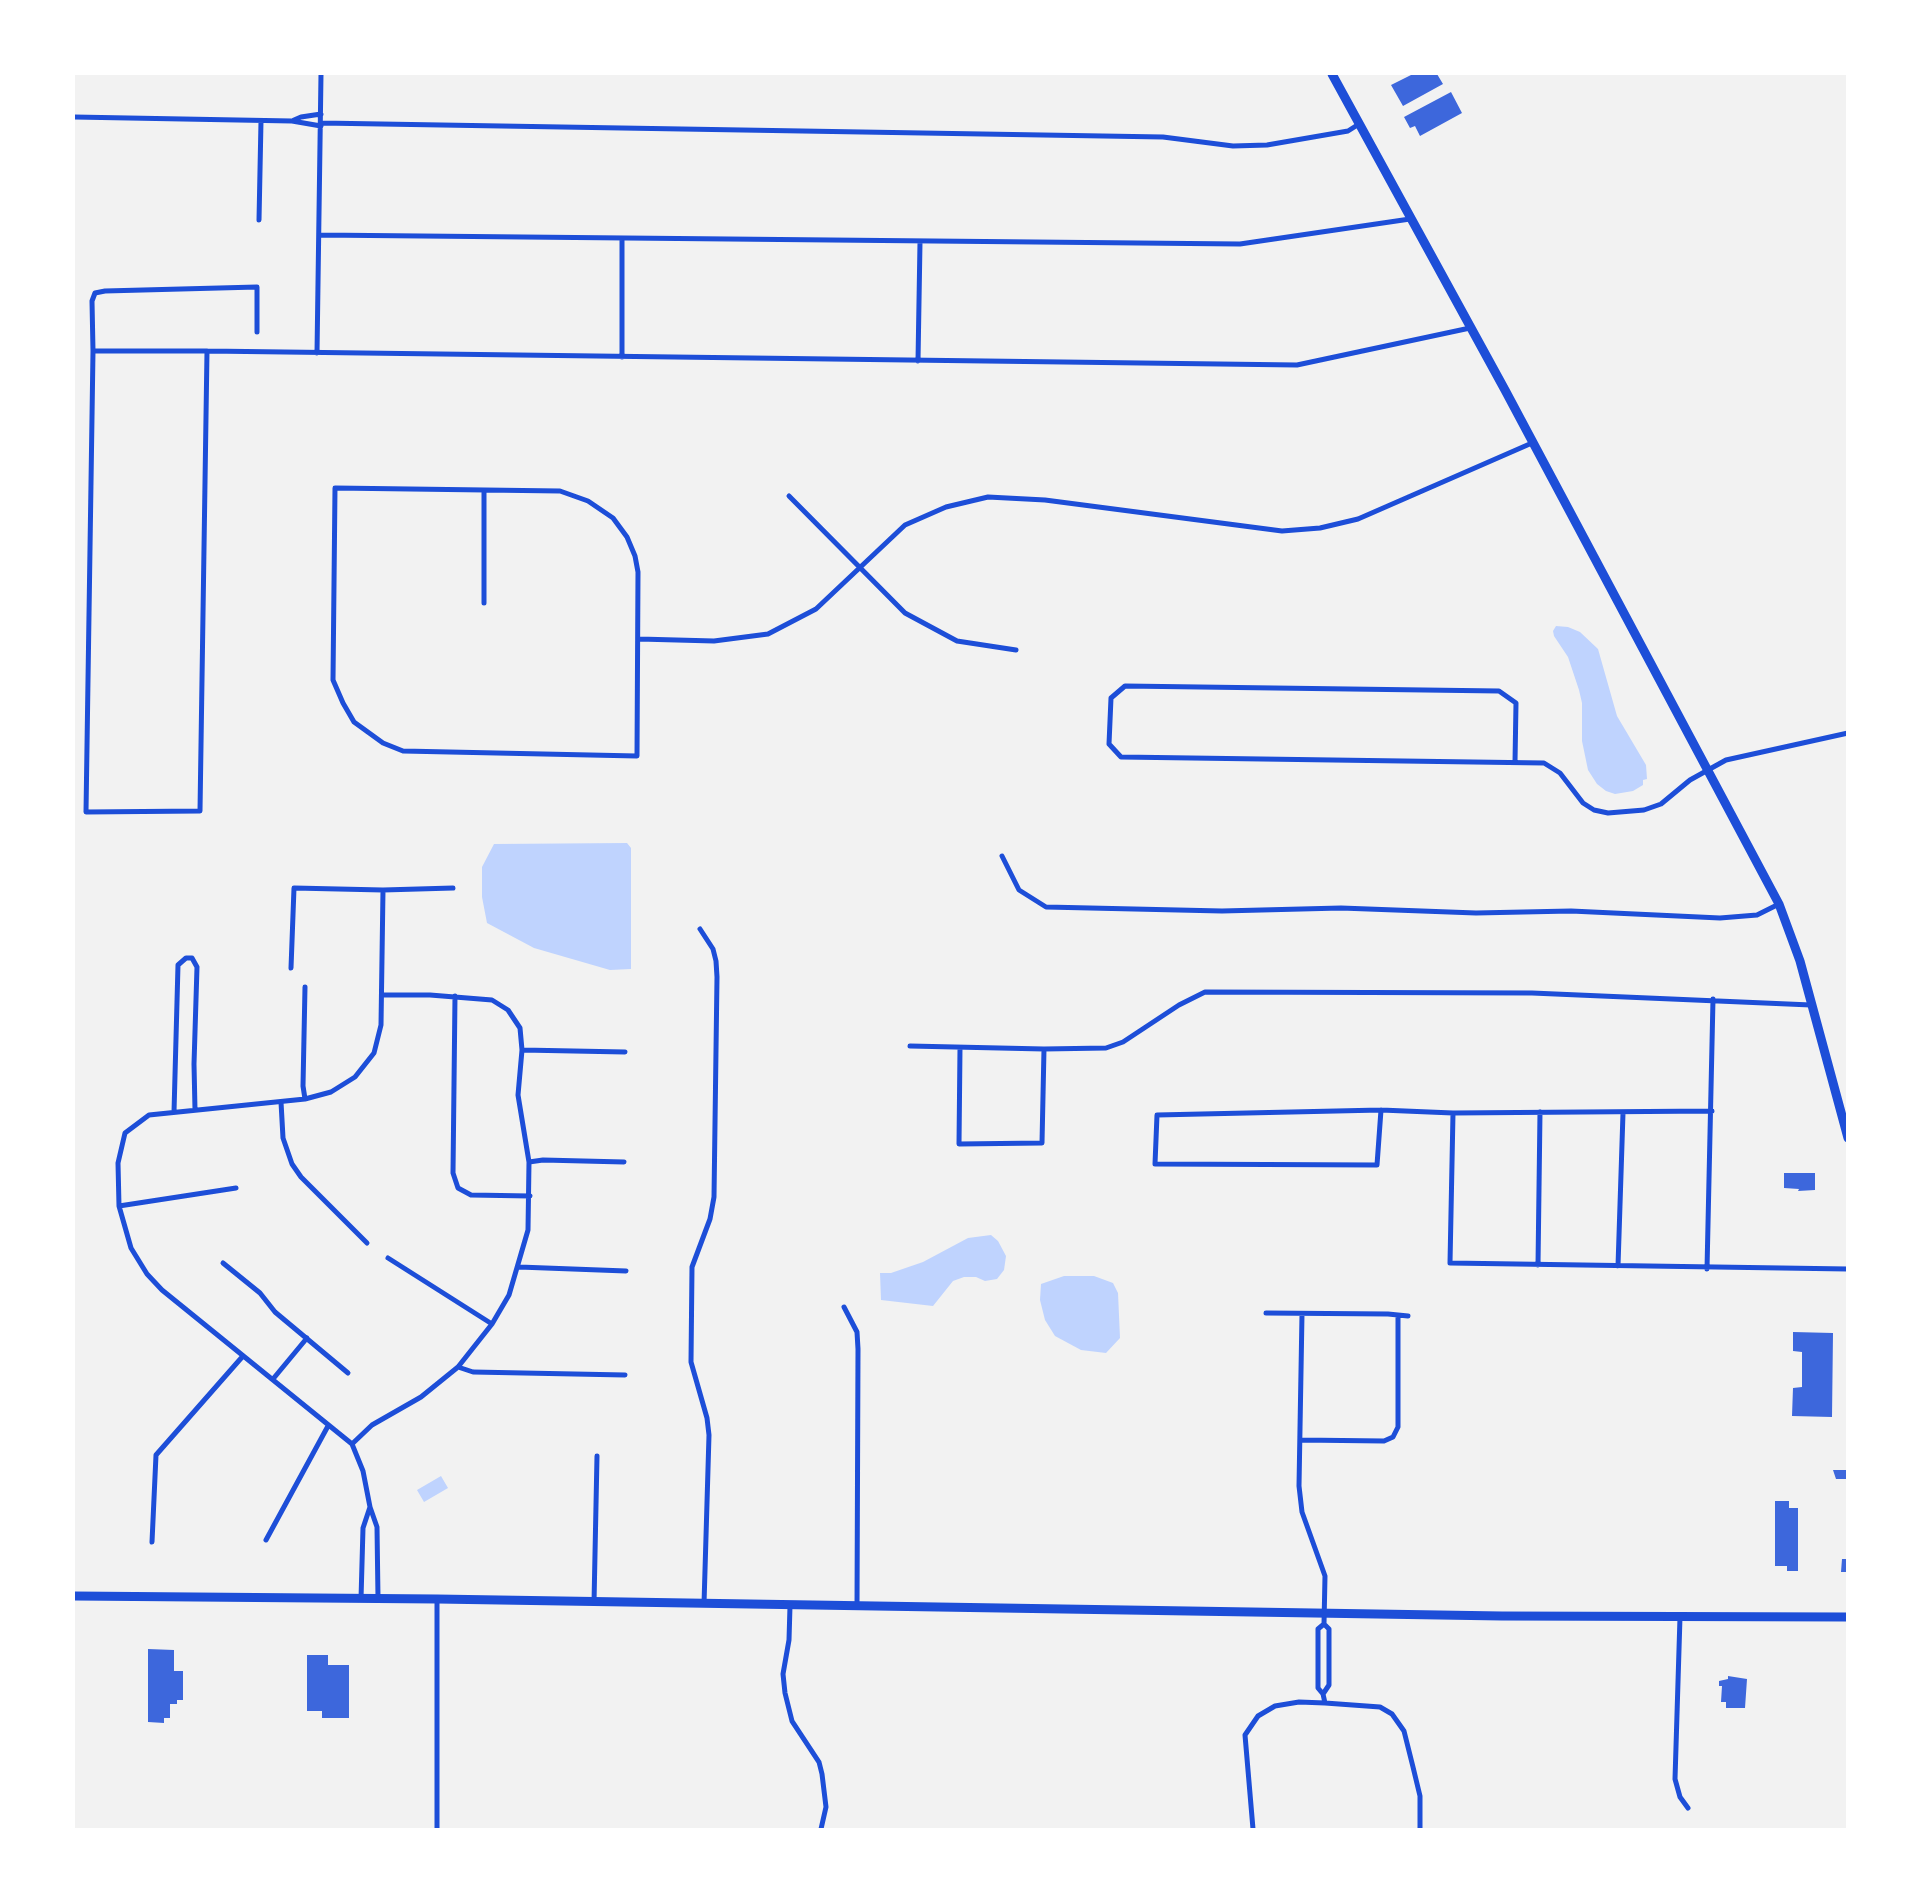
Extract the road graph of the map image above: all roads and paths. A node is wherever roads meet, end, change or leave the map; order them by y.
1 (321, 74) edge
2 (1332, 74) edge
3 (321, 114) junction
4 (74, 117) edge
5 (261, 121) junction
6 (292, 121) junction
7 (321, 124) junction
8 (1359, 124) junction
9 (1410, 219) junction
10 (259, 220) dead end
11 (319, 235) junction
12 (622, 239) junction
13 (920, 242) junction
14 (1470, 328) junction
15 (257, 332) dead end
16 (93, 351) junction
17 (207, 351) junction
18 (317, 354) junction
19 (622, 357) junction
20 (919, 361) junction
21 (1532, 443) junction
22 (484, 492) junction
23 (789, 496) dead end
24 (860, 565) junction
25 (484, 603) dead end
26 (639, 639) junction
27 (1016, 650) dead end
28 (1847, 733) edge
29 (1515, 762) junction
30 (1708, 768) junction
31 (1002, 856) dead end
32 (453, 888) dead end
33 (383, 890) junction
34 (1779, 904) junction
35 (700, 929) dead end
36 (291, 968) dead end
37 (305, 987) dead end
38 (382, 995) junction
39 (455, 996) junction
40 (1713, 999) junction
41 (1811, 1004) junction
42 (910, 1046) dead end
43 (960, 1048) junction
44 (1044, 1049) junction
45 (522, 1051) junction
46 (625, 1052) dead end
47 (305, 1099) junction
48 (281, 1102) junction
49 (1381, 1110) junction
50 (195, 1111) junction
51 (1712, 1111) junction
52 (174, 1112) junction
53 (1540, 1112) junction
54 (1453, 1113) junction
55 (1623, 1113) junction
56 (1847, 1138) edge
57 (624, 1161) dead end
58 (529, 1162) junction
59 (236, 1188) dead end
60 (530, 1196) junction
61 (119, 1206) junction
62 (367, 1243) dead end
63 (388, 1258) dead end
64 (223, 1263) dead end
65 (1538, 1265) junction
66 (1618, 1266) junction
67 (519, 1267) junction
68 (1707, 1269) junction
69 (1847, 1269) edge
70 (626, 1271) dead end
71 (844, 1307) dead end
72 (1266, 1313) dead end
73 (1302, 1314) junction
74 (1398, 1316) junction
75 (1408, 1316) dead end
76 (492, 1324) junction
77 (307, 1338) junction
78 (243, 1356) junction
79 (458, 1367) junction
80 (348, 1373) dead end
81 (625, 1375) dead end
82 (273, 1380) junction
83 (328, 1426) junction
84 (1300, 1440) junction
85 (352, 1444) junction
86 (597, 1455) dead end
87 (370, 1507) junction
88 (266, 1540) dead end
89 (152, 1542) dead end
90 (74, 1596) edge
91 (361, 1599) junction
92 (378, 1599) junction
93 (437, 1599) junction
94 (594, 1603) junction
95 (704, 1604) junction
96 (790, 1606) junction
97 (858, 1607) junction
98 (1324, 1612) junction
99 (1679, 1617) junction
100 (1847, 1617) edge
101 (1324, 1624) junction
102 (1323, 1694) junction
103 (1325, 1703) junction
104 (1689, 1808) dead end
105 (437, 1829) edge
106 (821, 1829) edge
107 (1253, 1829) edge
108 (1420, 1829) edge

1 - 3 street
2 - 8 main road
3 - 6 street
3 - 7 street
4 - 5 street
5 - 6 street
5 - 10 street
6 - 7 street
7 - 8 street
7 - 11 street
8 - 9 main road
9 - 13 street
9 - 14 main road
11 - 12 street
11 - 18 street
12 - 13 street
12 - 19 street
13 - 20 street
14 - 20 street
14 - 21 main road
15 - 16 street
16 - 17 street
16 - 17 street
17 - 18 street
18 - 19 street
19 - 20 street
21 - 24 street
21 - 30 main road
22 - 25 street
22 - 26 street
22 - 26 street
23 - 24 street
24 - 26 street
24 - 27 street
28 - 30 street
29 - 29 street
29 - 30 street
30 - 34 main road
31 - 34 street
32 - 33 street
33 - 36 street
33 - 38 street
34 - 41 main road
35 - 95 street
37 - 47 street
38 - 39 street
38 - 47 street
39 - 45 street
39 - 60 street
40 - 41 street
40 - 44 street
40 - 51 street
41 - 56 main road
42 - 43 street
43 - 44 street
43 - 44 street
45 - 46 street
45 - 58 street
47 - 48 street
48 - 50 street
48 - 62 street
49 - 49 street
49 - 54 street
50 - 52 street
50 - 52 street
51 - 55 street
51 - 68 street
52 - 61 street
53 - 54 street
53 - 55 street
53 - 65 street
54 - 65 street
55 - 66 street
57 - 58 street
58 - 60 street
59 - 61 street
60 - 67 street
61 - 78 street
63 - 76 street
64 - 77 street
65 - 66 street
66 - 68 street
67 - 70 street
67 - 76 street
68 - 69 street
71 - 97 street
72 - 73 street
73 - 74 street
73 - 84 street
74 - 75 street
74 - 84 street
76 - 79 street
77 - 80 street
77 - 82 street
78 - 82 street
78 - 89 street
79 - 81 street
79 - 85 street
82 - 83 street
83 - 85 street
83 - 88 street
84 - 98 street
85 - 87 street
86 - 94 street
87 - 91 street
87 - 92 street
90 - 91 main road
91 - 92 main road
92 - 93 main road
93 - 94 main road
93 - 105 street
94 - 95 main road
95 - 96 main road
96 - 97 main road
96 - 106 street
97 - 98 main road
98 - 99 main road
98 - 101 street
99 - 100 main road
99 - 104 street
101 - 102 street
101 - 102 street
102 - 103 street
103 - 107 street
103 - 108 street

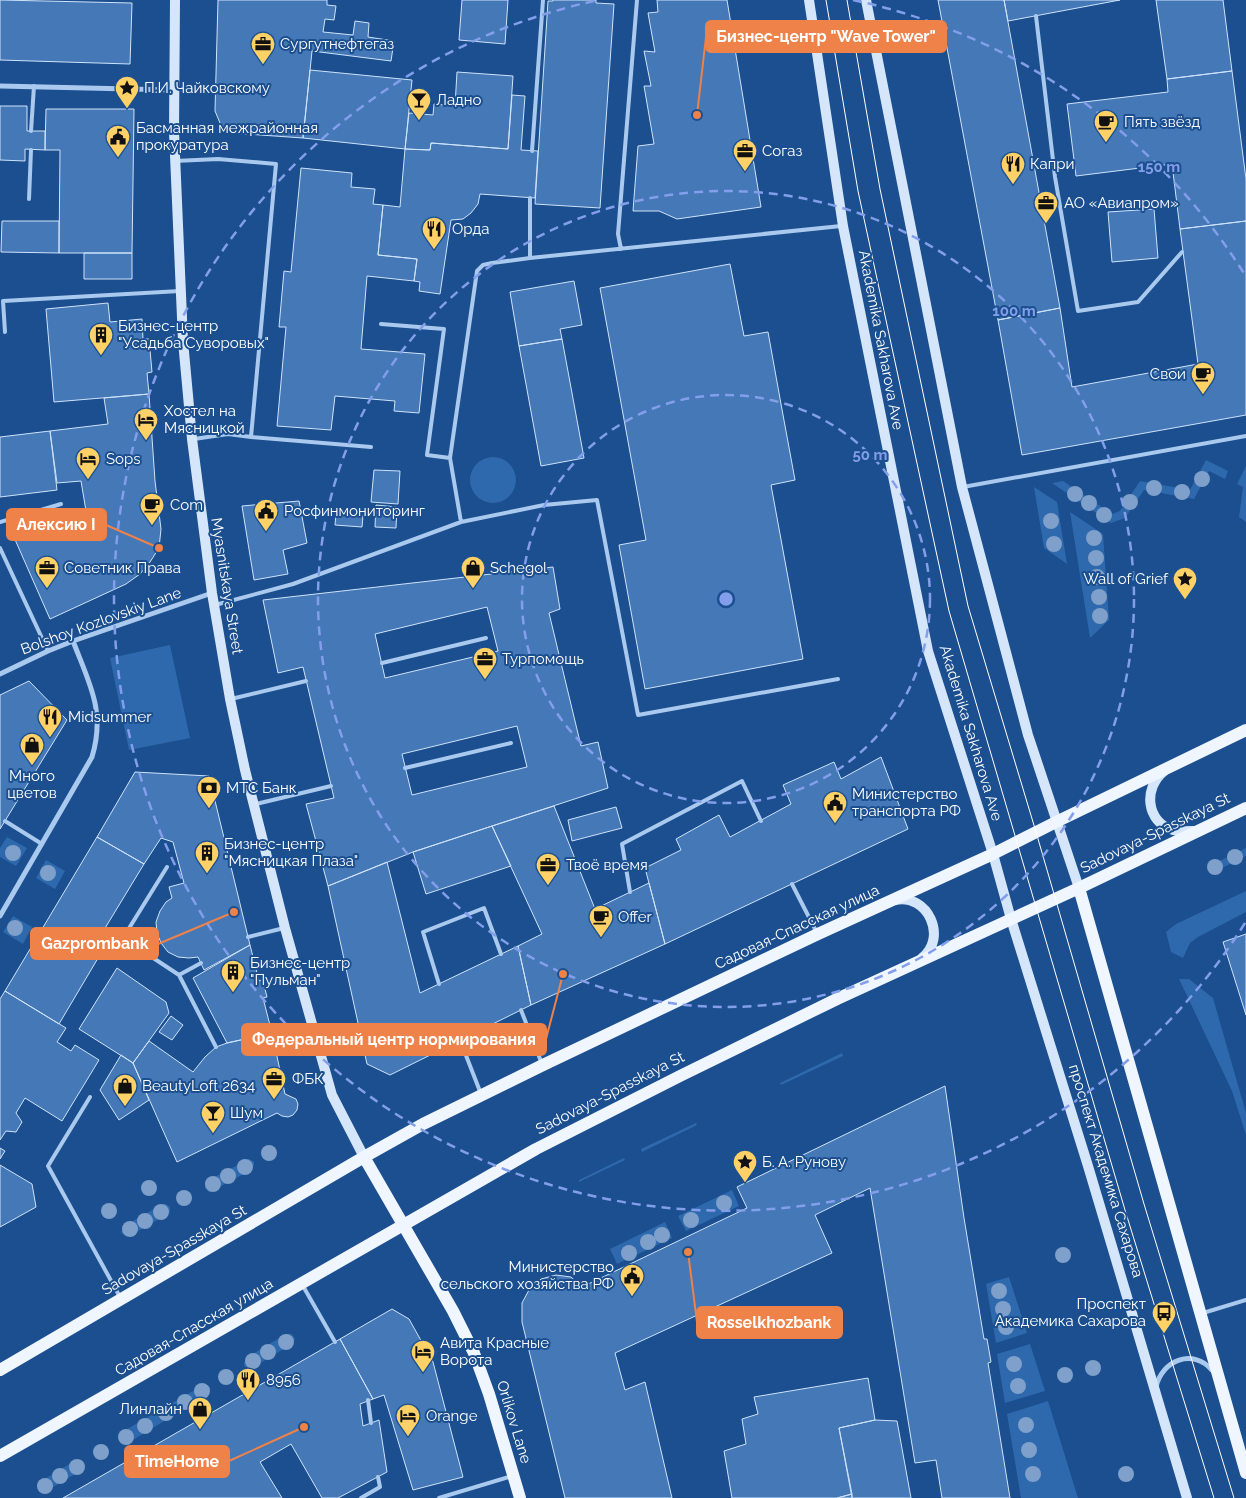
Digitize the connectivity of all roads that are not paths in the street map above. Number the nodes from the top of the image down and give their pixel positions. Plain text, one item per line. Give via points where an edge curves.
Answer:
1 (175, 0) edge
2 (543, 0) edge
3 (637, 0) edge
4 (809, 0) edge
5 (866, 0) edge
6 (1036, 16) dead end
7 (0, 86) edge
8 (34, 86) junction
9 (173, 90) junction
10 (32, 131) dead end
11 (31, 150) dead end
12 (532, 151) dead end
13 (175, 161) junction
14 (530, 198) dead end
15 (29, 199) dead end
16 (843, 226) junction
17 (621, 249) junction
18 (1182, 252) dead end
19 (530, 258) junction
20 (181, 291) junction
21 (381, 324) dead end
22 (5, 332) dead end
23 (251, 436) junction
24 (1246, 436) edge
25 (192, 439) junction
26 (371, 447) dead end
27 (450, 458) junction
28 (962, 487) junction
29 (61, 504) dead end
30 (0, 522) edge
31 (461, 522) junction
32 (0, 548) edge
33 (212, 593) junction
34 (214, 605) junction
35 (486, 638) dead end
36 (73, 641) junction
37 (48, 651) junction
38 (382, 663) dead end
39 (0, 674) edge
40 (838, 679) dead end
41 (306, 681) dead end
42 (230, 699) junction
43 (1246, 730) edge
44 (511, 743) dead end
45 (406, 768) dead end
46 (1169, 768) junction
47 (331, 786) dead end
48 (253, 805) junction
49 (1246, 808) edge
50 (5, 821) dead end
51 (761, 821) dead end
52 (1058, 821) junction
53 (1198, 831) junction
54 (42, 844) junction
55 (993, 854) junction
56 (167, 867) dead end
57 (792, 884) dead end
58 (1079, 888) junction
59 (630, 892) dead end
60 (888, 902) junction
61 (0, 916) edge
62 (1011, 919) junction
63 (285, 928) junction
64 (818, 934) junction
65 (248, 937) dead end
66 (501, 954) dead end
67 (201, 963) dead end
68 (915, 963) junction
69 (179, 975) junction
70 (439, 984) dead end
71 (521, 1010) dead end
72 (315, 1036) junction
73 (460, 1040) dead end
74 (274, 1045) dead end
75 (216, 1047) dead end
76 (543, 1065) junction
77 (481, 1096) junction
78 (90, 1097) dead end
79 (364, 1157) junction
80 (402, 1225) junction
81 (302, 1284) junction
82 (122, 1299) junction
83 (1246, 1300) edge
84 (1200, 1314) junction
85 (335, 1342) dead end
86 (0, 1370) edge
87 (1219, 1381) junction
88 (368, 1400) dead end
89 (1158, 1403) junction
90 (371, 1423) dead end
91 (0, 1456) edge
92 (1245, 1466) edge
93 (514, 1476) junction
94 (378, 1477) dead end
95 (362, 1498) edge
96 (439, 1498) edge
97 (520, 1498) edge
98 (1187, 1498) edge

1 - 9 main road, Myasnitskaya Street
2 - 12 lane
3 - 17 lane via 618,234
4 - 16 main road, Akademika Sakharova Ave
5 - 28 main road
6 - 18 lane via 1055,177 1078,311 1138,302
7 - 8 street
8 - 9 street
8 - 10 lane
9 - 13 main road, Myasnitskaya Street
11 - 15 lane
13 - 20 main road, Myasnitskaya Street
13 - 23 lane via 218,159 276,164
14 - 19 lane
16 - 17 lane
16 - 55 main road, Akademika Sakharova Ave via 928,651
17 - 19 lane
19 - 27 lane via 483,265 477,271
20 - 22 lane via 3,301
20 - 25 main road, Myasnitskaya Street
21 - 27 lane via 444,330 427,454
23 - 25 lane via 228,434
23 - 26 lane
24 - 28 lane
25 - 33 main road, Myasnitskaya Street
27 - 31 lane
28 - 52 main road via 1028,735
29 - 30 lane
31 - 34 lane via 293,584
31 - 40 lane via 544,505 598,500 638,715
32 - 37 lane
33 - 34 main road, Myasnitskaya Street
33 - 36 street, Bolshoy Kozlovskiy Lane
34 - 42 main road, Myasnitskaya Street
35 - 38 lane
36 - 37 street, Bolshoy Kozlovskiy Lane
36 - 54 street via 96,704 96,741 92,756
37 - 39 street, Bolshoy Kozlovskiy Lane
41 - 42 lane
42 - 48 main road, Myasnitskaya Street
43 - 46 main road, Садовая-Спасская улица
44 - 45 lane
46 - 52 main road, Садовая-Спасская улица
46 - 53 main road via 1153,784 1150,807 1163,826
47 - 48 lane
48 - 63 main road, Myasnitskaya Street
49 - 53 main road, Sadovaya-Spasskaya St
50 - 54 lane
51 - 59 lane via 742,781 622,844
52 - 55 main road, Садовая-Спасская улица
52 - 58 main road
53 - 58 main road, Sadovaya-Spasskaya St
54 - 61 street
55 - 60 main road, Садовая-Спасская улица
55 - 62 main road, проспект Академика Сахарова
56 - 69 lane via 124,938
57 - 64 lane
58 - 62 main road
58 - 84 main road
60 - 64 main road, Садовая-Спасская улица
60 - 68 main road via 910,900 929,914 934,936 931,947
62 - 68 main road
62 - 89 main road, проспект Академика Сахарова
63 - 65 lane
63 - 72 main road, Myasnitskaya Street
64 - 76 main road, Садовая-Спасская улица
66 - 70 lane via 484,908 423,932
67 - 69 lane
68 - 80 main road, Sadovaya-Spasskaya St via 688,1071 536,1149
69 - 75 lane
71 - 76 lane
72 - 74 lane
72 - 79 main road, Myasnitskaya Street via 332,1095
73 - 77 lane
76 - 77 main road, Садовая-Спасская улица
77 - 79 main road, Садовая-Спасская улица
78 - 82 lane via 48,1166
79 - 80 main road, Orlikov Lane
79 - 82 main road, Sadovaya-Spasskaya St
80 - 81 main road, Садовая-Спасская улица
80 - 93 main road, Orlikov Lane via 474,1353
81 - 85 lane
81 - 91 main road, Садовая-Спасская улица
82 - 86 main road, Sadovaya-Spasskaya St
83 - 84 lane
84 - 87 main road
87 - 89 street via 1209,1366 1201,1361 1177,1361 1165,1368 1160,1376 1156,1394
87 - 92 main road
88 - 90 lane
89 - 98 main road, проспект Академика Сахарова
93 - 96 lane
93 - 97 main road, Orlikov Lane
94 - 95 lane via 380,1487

**TASK DESCRIPTION**
Go through the records above and copy every line holding the word "проспект".

**RESULT OF THE EXERCISE**
55 - 62 main road, проспект Академика Сахарова
62 - 89 main road, проспект Академика Сахарова
89 - 98 main road, проспект Академика Сахарова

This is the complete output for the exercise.